Коулмэн: Попробовать перекрыть тебя, да?
Вэлин: Да.
КОУЛМЭН задумывается на секунду, чуть- чуть улыбается, затем садится обратно.
Коулмэн: Я сдержал себя сейчас.
Вэлин: Я вижу, что ты сдержал себя.
Коулмэн: Я совершенно спокоен сейчас. Хорошо выговориться и облегчить душу.
Вэлин: Это действительно хорошо. Я рад, что эта история с карандашом свалилась с моих плеч. Теперь я смогу спать по ночам.
Коулмэн: Это облегчение для тебя?
Вэлин: Это большое облегчение для меня. (Пауза). К чему ты клонишь?
Коулмэн: У меня есть одно [признание], и я ужасно сожалею об этом. О, ужасно сожалею я.
Вэлин: Что бы это ни было, ему далеко до этого случая, когда я воткнул карандаш в несчастную косоглазую Элисон.
Коулмэн: О, я думаю, ты прав. Только моё признание немного воняет. Ты помнишь, ты всегда думал, что это Мэртин Хэнлон отрезал уши бедному Лэсси?
Вэлин (уверенно): Я нисколько тебе не верю. Ты просто придумал это сейчас.
Коулмэн: Это был вовсе не кроха Мэртин. Теперь ты знаешь, кто это сделал?
Вэлин: Чёрта с два это был ты. Придумал бы что-нибудь получше, Коулмэн.
Коулмэн: Я притащил его к ручью, мои ножницы в руке, и он визжащий во всё его жирное горло пока дело не было сделано и он упал замертво без писка из этого вечно воющего долбаного пса.

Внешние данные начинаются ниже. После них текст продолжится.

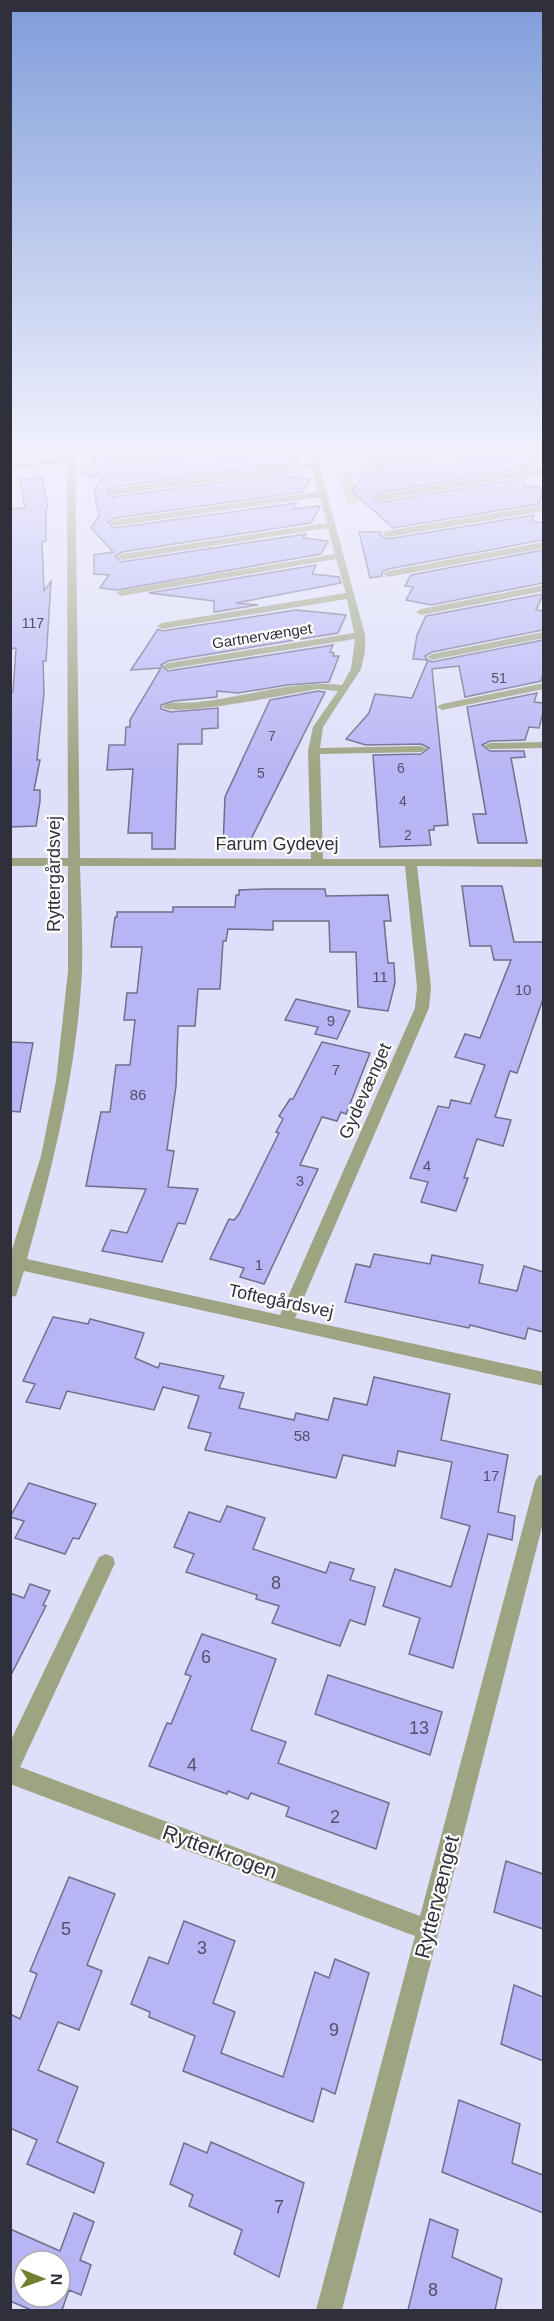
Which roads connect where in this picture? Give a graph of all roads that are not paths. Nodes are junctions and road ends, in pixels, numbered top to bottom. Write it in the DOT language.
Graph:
graph roads {
  1 [pos="72,558"];
  2 [pos="326,558"];
  3 [pos="341,558"];
  4 [pos="471,558"];
  5 [pos="387,574"];
  6 [pos="543,588"];
  7 [pos="122,593"];
  8 [pos="351,595"];
  9 [pos="421,612"];
  10 [pos="162,626"];
  11 [pos="543,634"];
  12 [pos="360,635"];
  13 [pos="432,657"];
  14 [pos="168,666"];
  15 [pos="543,686"];
  16 [pos="345,689"];
  17 [pos="167,706"];
  18 [pos="442,707"];
  19 [pos="543,745"];
  20 [pos="490,746"];
  21 [pos="421,749"];
  22 [pos="314,751"];
  23 [pos="10,862"];
  24 [pos="316,862"];
  25 [pos="74,863"];
  26 [pos="543,863"];
  27 [pos="411,864"];
  28 [pos="15,1263"];
  29 [pos="10,1291"];
  30 [pos="285,1322"];
  31 [pos="543,1379"];
  32 [pos="543,1482"];
  33 [pos="106,1563"];
  34 [pos="10,1766"];
  35 [pos="10,1773"];
  36 [pos="429,1930"];
  37 [pos="329,2310"];
  1 -- 25 [label="street, Ryttergårdsvej"];
  2 -- 7 [label="street"];
  3 -- 8 [label="street"];
  4 -- 5 [label="street"];
  6 -- 9 [label="street"];
  8 -- 10 [label="street, Gartnervænget"];
  8 -- 12 [label="street"];
  11 -- 13 [label="street"];
  12 -- 14 [label="street, Gartnervænget"];
  12 -- 16 [label="street"];
  15 -- 18 [label="street"];
  16 -- 17 [label="street"];
  16 -- 22 [label="street"];
  19 -- 20 [label="street"];
  21 -- 22 [label="street"];
  22 -- 24 [label="street"];
  23 -- 25 [label="street, Farum Gydevej"];
  24 -- 25 [label="street, Farum Gydevej"];
  24 -- 27 [label="street, Farum Gydevej"];
  25 -- 28 [label="street, Ryttergårdsvej"];
  26 -- 27 [label="street, Farum Gydevej"];
  27 -- 30 [label="street, Gydevænget"];
  28 -- 29 [label="street, Ryttergårdsvej"];
  28 -- 30 [label="street, Toftegårdsvej"];
  30 -- 31 [label="street, Toftegårdsvej"];
  32 -- 36 [label="street, Ryttervænget"];
  33 -- 34 [label="street"];
  35 -- 36 [label="street, Rytterkrogen"];
  36 -- 37 [label="street, Ryttervænget"];
}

Вэлин: Как ты видишь, это совсем не причиняет мне боль, когда ты врёшь. Ты не понимаешь правила [игры], Коулмэн. Признание должно быть правдой, а иначе это просто кретинизм. Ты не можешь хвалиться тем, что отрезал уши собаке, когда ты и пальцем не трогал этого пса, и все это знают.
Коулмэн (пауза): Доказательства, значит, тебе нужны?
Вэлин: Да, мне нужны доказательства. Иди принеси мне доказательства того, что ты действительно отрезал моей собаке уши. И принеси мне эти доказательства побыстрее.
Коулмэн: Я вовсе не собираюсь торопиться, Я потрачу столько времени, сколько мне надо.
Он медленно поднимается и лёгким шагом идёт в свою комнату и закрывает за собой дверь. ВЭЛИН терпеливо ждёт, нервно смеётся. После через десять секунд КОУЛМЭН возвращается лёгкой походкой, неся немного влажный коричневый бумажный пакет. Он берёт паузу на секунду у стола для драматического эффекта, медленно открывает пакет, достаёт большое чёрное пушистое собачье ухо, кладёт его на голову ВЭЛИНА сверху, достаёт второе ухо и тоже кладёт его ВЭЛИНУ на голову, кладёт пустой пакет на стол, разглаживает его, затем садится в кресло слева. ВЭЛИН всё это время смотрит пристально в пространство, онемевший. Он наклоняет свою голову так, что уши падают на стол, и он смотрит на них некоторое время. КОУЛМЭН берёт фломастер ВЭЛИНА, приносит его и кладёт на стол.